State how many lines of the entries include the string "Lincoln", please, leaving out everything but the number.

============================================================

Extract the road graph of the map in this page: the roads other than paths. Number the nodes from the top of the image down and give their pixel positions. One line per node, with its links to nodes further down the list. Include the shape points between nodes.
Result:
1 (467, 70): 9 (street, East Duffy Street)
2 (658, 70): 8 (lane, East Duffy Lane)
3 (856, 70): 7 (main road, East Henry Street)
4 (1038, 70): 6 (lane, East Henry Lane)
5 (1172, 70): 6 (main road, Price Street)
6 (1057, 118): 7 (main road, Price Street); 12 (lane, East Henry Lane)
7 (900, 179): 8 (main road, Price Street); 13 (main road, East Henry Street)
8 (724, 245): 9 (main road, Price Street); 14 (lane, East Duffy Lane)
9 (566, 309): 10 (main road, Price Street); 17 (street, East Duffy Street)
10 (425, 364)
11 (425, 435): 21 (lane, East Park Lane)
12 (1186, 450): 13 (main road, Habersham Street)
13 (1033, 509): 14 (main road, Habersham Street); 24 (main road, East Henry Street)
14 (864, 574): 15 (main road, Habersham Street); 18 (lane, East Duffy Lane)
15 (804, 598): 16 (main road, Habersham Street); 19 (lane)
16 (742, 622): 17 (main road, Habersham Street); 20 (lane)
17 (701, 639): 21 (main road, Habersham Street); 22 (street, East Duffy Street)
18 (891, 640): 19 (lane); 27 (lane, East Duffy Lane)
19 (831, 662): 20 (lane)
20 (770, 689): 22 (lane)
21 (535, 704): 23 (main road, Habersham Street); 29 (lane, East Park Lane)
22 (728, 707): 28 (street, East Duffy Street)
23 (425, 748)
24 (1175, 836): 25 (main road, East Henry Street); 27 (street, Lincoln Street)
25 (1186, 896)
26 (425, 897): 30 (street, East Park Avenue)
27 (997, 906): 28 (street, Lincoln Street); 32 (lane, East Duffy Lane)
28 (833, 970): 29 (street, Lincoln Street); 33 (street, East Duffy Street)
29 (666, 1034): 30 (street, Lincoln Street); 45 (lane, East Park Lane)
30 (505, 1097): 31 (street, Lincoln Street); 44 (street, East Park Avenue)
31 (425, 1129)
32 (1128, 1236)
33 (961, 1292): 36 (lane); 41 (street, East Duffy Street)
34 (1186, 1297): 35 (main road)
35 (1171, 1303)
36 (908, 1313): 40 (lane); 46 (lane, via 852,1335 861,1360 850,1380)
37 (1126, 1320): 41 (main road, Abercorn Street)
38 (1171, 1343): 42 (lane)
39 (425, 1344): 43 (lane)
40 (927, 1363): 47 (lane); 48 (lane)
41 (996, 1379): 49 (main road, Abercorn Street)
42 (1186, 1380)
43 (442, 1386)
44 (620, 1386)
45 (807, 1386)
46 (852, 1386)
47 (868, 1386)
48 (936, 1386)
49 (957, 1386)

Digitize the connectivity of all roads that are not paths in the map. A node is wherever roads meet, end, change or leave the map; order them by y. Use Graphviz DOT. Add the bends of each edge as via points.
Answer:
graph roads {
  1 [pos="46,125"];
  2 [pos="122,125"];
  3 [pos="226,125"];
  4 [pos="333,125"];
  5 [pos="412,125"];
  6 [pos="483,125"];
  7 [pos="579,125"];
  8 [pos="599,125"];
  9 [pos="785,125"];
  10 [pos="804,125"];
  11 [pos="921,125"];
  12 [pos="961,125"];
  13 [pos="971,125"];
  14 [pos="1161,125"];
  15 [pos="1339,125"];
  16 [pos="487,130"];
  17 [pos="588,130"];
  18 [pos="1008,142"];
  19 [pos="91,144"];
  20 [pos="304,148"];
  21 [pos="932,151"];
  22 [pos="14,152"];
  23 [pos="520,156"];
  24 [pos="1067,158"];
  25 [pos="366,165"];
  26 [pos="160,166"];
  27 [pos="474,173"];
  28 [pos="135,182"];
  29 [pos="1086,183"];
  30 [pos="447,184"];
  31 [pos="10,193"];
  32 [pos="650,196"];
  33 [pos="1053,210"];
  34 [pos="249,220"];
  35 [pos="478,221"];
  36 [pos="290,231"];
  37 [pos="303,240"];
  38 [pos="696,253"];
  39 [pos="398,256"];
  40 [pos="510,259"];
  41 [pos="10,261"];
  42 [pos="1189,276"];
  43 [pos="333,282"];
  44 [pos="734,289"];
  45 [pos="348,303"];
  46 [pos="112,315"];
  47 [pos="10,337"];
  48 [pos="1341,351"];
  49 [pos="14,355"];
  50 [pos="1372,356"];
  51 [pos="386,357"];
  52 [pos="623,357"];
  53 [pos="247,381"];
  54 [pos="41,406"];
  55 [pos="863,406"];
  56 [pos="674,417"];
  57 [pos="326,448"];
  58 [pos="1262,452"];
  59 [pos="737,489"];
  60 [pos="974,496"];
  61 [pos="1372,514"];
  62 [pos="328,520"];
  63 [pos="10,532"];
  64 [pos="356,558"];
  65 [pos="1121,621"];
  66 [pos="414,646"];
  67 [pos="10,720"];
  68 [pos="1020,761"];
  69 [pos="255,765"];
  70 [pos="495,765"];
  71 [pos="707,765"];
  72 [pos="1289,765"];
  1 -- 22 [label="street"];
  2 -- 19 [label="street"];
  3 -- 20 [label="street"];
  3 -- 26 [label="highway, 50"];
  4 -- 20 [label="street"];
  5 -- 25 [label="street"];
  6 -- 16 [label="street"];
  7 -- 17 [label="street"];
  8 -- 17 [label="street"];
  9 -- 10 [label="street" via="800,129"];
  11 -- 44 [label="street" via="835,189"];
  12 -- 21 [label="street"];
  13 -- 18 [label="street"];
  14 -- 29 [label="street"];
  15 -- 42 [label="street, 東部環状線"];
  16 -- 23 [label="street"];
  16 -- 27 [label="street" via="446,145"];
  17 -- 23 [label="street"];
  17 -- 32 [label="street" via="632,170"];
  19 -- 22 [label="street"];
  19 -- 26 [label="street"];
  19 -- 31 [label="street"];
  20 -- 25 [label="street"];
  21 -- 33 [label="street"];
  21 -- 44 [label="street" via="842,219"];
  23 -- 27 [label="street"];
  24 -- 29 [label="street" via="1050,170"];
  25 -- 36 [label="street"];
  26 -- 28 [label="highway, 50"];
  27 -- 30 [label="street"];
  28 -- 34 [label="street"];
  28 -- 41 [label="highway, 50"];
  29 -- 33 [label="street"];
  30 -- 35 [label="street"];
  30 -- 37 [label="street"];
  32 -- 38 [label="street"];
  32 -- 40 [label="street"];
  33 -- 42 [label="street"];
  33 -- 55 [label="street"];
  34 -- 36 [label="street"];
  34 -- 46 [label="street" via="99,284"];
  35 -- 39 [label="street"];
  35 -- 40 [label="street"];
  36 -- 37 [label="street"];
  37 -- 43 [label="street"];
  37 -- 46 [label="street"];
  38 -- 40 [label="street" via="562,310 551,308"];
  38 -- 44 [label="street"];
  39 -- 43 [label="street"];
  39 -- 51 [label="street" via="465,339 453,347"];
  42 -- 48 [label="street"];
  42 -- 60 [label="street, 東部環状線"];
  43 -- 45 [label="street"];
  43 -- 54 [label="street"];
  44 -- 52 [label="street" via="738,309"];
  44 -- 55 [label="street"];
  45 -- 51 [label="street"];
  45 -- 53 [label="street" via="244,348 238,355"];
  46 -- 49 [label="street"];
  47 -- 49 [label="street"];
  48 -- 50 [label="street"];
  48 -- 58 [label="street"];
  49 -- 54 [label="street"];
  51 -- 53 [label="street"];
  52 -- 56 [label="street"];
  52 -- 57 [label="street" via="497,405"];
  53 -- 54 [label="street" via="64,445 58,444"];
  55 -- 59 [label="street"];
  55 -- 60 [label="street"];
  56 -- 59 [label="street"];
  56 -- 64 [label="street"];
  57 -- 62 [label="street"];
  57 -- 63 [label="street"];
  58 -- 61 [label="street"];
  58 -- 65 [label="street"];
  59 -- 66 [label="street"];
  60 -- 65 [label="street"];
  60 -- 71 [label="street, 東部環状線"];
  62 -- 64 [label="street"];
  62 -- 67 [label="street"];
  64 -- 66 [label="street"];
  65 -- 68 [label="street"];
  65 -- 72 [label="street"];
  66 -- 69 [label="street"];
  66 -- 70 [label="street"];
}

============================================================

> [Problem solution]:
5